First Choice attorney Erin Hawley underscored in her argument how potential small donors might be nervous about a subpoena and argued there was nothing misleading about the group’s website.

“If you look at the allegations in this case, some donors gave as little as $10,” she said. “Those folks are going to be worried about a state attorney general getting their names, phone numbers, addresses, places of employment, so that he can contact them about a donor website.”

“I think there is some confusion in the nomenclature here,” Iyer stressed in his argument. “Typically, when we think about subpoenas, we’re thinking about grand jury subpoenas.

“An administrative subpoena is very different, and courts, as a matter of state law, have held across the country that the subpoenas themselves don’t impose any obligation to produce documents.”

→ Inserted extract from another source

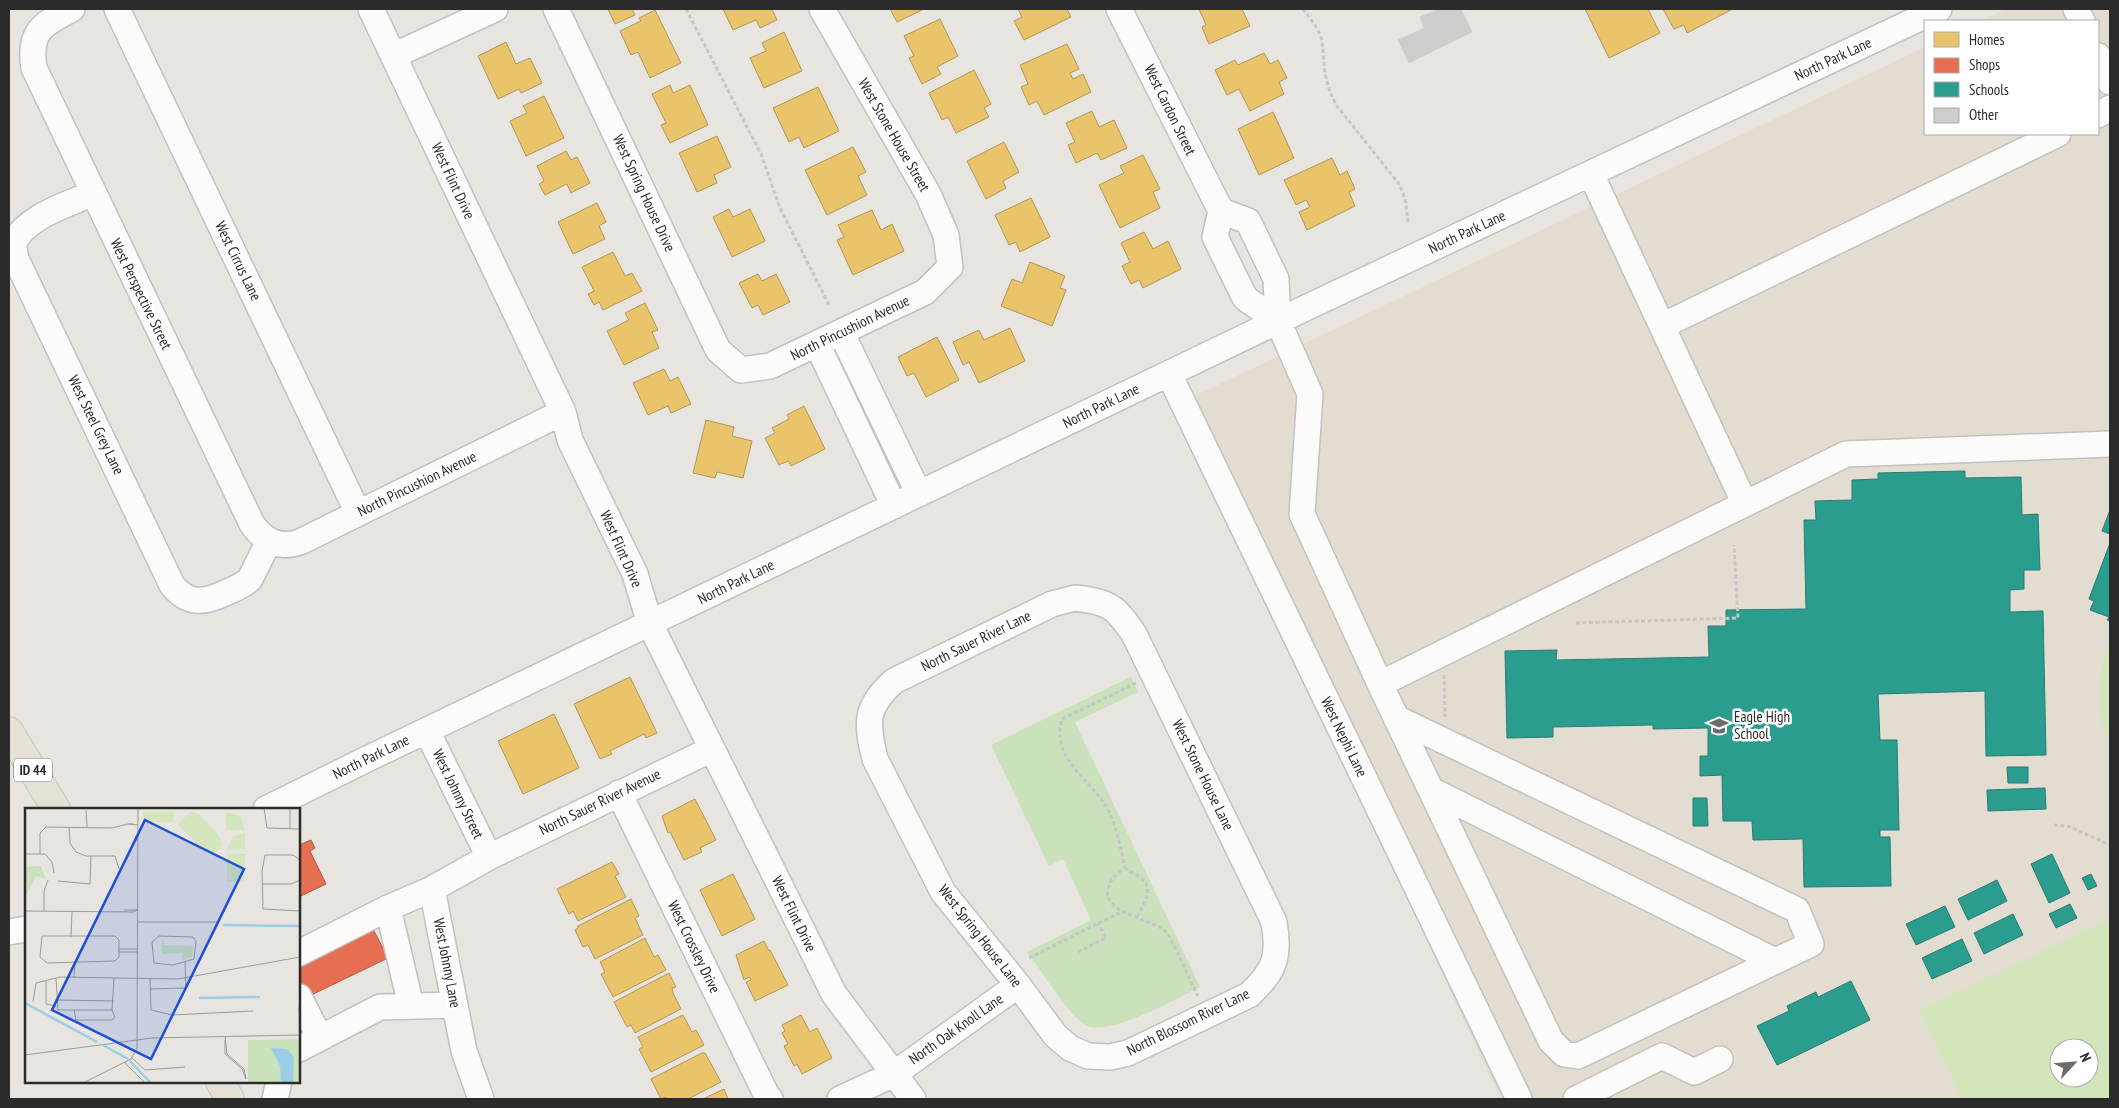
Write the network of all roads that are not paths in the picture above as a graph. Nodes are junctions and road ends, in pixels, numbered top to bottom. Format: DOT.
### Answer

Hawley countered that any kind of subpoena could still have a chilling effect.

“That’s not what the face of the subpoena says,” she said of Iyer’s insistence that the document was a voluntary request. “It says command or else we’ll possibly go after your business license, or you’ll wind up [being charged] with contempt.

“Those are the death knell for nonprofits like First Choice.”

Even liberal Justice Elena Kagan seemed sympathetic to that concern.

“An ordinary person, one of the funders for this organization or for any similar organization, [who is] presented with the subpoena and then told, ‘But don’t worry, it has to be stamped by a court,’ is not going to take that as very reassuring,” she said.

A decision in First Choice Women’s Resource Centers, Inc. v. Platkin is expected by the end of June.